Work task: Supply the number of lines below containing "none", nothing else.

#### Excerpted records ####

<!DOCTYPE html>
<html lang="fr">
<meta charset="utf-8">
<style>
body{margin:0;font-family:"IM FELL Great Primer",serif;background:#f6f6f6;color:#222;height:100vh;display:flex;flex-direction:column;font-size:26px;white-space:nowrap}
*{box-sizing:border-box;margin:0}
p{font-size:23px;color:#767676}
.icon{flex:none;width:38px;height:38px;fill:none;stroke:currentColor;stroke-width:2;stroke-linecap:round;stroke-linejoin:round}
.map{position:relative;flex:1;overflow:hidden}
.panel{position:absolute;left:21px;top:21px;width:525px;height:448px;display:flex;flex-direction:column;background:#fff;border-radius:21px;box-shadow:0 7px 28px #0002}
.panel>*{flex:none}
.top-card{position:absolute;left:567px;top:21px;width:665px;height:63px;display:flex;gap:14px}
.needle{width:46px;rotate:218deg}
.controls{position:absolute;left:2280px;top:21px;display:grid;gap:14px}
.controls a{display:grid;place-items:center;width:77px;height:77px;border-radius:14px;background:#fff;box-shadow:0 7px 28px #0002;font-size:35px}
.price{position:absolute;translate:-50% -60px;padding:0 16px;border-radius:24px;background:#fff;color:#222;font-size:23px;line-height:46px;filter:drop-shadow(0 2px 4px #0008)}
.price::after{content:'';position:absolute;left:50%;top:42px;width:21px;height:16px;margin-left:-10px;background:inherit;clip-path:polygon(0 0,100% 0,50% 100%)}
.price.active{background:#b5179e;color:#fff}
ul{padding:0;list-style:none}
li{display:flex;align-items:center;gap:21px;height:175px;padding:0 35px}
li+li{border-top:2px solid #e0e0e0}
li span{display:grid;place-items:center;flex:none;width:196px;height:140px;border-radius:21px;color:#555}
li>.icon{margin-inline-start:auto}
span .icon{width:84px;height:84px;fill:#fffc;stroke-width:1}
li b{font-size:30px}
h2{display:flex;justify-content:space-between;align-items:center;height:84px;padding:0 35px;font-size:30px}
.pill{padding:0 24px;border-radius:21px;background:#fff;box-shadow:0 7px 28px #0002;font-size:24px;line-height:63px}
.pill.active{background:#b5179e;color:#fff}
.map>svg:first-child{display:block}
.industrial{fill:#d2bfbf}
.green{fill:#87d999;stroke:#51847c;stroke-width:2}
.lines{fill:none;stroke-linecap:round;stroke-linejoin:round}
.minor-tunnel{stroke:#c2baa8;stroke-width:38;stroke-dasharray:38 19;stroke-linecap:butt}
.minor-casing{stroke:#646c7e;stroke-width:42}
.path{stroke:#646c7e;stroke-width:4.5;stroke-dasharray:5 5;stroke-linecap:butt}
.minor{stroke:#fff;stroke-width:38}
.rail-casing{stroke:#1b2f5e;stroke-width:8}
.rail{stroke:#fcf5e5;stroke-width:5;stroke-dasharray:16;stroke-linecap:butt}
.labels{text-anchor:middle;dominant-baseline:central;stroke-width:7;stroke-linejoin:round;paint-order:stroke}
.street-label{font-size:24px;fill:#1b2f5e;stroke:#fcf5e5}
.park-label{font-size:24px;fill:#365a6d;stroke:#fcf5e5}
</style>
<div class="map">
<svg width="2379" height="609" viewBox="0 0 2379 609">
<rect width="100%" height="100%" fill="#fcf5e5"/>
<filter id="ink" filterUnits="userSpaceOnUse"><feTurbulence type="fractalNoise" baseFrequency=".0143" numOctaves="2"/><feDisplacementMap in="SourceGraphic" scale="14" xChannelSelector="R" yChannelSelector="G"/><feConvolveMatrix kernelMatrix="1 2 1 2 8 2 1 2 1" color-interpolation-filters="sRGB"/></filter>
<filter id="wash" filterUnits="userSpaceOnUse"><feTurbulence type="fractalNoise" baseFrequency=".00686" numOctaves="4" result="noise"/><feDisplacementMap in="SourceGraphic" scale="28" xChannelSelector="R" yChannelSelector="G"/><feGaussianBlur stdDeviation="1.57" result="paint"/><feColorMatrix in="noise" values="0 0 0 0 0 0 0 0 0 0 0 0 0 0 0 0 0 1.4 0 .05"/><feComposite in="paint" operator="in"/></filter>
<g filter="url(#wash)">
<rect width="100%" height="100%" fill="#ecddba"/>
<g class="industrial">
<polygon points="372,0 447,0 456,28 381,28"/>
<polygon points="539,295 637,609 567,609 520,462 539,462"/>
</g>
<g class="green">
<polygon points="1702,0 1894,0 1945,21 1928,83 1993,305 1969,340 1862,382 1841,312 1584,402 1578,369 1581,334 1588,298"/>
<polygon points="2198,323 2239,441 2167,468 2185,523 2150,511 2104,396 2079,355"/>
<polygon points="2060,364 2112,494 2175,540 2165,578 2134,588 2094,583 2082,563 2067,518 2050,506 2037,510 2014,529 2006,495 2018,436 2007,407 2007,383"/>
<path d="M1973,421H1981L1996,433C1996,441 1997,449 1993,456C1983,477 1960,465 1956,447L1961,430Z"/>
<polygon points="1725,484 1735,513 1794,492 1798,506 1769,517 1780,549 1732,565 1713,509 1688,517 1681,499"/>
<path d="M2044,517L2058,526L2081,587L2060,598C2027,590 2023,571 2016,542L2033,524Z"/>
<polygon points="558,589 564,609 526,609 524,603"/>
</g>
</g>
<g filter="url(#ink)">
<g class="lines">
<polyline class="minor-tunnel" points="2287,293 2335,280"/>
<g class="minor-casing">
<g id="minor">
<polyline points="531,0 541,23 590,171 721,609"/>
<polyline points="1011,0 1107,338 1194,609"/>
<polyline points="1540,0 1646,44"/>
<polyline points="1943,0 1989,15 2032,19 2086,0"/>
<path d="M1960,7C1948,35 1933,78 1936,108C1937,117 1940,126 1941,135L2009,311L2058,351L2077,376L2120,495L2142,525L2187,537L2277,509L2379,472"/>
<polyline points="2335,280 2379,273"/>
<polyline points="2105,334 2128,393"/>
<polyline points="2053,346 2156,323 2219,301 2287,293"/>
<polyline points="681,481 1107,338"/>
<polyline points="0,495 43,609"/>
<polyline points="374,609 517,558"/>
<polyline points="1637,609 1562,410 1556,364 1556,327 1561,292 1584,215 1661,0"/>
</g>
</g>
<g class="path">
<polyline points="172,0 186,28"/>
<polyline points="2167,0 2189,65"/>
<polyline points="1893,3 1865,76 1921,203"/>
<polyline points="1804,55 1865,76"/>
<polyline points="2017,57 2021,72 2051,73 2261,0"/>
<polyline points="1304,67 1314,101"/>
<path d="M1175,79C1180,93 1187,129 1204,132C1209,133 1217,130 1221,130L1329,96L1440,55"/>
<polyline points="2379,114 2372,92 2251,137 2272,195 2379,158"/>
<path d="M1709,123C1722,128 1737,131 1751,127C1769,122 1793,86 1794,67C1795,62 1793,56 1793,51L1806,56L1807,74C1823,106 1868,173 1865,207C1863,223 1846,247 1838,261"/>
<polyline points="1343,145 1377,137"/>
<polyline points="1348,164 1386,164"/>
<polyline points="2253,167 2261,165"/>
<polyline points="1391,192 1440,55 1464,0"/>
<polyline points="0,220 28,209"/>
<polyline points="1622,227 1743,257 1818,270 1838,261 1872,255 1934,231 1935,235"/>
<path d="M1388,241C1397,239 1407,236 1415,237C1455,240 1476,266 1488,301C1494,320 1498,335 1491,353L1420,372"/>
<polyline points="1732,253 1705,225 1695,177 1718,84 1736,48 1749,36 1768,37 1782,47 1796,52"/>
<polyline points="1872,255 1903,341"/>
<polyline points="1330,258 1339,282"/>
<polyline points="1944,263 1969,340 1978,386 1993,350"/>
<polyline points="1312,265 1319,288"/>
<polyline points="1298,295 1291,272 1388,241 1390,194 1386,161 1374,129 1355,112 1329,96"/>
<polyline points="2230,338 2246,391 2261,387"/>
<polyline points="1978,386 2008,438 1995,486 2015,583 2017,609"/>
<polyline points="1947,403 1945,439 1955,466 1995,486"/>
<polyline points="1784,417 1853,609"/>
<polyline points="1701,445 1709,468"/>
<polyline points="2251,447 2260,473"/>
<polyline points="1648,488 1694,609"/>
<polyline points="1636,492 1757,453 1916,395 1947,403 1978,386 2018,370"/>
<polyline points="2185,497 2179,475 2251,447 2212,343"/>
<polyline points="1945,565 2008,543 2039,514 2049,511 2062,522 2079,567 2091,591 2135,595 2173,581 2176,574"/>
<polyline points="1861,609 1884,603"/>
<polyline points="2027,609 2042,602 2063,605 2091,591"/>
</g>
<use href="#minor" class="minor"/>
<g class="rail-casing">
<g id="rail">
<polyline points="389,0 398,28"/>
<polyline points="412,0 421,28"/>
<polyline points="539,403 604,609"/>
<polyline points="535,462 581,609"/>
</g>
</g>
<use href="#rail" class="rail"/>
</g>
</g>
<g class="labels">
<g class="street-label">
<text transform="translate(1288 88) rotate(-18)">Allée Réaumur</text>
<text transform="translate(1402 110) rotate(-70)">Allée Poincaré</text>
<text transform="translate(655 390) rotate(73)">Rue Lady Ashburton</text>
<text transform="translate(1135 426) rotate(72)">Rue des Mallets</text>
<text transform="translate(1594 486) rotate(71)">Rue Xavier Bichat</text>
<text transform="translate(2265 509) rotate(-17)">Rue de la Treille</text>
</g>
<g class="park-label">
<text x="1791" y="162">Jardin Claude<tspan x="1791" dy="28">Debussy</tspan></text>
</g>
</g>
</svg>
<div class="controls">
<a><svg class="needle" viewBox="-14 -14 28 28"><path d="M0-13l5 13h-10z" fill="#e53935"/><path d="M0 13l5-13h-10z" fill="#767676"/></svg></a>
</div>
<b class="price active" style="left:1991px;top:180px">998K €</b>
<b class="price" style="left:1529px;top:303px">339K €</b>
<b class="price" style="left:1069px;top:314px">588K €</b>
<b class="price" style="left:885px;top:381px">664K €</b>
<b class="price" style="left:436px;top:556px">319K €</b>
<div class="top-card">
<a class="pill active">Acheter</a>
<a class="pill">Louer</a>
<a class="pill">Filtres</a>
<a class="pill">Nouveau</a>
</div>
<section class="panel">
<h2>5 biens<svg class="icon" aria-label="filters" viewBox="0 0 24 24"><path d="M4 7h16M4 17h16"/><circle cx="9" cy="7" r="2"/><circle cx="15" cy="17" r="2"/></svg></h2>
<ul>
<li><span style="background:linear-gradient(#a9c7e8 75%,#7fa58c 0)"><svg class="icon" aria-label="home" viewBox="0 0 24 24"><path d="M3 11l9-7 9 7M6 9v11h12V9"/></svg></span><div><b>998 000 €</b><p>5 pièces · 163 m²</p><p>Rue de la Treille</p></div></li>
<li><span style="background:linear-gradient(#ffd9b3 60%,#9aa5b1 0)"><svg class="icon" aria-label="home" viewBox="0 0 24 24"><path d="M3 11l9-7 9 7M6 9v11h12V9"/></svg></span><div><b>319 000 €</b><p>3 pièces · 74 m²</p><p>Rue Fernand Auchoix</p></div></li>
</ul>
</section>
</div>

####

Written answer: 5